YOUR TASK
Print the listing exactly.

LISTED ENTRIES
•••••

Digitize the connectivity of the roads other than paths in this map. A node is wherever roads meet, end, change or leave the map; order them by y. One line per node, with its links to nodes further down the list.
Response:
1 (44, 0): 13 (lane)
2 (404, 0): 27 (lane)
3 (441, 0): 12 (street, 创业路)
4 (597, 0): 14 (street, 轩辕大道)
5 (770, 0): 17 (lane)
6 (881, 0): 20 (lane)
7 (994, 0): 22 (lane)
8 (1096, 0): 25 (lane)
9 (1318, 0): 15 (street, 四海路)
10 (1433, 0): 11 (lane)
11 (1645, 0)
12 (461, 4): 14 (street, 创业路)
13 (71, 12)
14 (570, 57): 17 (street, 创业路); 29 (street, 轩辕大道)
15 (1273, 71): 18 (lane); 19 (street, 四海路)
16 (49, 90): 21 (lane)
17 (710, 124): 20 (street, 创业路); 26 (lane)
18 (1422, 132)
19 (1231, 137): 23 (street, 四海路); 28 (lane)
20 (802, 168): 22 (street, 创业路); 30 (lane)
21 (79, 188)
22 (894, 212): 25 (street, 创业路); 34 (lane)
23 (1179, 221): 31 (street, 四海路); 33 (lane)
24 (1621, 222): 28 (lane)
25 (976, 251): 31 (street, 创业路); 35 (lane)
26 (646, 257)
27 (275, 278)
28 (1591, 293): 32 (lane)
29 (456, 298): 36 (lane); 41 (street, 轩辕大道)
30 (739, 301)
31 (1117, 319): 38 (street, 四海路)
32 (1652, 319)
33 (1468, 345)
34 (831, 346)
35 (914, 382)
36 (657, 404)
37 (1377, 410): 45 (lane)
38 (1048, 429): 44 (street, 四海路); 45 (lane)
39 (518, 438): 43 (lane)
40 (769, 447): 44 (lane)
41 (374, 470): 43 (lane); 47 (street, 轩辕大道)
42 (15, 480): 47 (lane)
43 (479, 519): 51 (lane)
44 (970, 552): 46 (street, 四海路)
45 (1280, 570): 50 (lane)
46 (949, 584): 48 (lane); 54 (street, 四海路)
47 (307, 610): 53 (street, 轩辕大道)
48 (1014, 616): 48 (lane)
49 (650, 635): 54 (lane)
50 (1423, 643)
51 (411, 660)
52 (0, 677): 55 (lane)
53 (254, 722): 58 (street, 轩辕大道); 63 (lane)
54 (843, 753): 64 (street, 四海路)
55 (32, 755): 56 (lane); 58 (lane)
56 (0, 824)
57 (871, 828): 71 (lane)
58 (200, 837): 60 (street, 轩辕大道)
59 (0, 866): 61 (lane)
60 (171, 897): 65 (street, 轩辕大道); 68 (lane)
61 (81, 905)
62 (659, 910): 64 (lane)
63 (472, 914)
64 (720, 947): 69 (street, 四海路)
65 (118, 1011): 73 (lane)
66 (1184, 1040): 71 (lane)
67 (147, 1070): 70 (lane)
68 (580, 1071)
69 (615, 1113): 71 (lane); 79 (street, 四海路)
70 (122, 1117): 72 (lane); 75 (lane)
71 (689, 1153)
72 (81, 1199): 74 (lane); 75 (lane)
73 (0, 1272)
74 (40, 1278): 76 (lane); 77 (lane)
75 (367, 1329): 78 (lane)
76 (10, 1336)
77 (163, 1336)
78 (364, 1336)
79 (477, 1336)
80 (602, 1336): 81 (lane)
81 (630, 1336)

•••••

SOLUTION TO THIS PROBLEM
Digitize the connectivity of the roads other than paths in this map. A node is wherever roads meet, end, change or leave the map; order them by y. One line per node, with its links to nodes further down the list.
Response:
1 (44, 0): 13 (lane)
2 (404, 0): 27 (lane)
3 (441, 0): 12 (street, 创业路)
4 (597, 0): 14 (street, 轩辕大道)
5 (770, 0): 17 (lane)
6 (881, 0): 20 (lane)
7 (994, 0): 22 (lane)
8 (1096, 0): 25 (lane)
9 (1318, 0): 15 (street, 四海路)
10 (1433, 0): 11 (lane)
11 (1645, 0)
12 (461, 4): 14 (street, 创业路)
13 (71, 12)
14 (570, 57): 17 (street, 创业路); 29 (street, 轩辕大道)
15 (1273, 71): 18 (lane); 19 (street, 四海路)
16 (49, 90): 21 (lane)
17 (710, 124): 20 (street, 创业路); 26 (lane)
18 (1422, 132)
19 (1231, 137): 23 (street, 四海路); 28 (lane)
20 (802, 168): 22 (street, 创业路); 30 (lane)
21 (79, 188)
22 (894, 212): 25 (street, 创业路); 34 (lane)
23 (1179, 221): 31 (street, 四海路); 33 (lane)
24 (1621, 222): 28 (lane)
25 (976, 251): 31 (street, 创业路); 35 (lane)
26 (646, 257)
27 (275, 278)
28 (1591, 293): 32 (lane)
29 (456, 298): 36 (lane); 41 (street, 轩辕大道)
30 (739, 301)
31 (1117, 319): 38 (street, 四海路)
32 (1652, 319)
33 (1468, 345)
34 (831, 346)
35 (914, 382)
36 (657, 404)
37 (1377, 410): 45 (lane)
38 (1048, 429): 44 (street, 四海路); 45 (lane)
39 (518, 438): 43 (lane)
40 (769, 447): 44 (lane)
41 (374, 470): 43 (lane); 47 (street, 轩辕大道)
42 (15, 480): 47 (lane)
43 (479, 519): 51 (lane)
44 (970, 552): 46 (street, 四海路)
45 (1280, 570): 50 (lane)
46 (949, 584): 48 (lane); 54 (street, 四海路)
47 (307, 610): 53 (street, 轩辕大道)
48 (1014, 616): 48 (lane)
49 (650, 635): 54 (lane)
50 (1423, 643)
51 (411, 660)
52 (0, 677): 55 (lane)
53 (254, 722): 58 (street, 轩辕大道); 63 (lane)
54 (843, 753): 64 (street, 四海路)
55 (32, 755): 56 (lane); 58 (lane)
56 (0, 824)
57 (871, 828): 71 (lane)
58 (200, 837): 60 (street, 轩辕大道)
59 (0, 866): 61 (lane)
60 (171, 897): 65 (street, 轩辕大道); 68 (lane)
61 (81, 905)
62 (659, 910): 64 (lane)
63 (472, 914)
64 (720, 947): 69 (street, 四海路)
65 (118, 1011): 73 (lane)
66 (1184, 1040): 71 (lane)
67 (147, 1070): 70 (lane)
68 (580, 1071)
69 (615, 1113): 71 (lane); 79 (street, 四海路)
70 (122, 1117): 72 (lane); 75 (lane)
71 (689, 1153)
72 (81, 1199): 74 (lane); 75 (lane)
73 (0, 1272)
74 (40, 1278): 76 (lane); 77 (lane)
75 (367, 1329): 78 (lane)
76 (10, 1336)
77 (163, 1336)
78 (364, 1336)
79 (477, 1336)
80 (602, 1336): 81 (lane)
81 (630, 1336)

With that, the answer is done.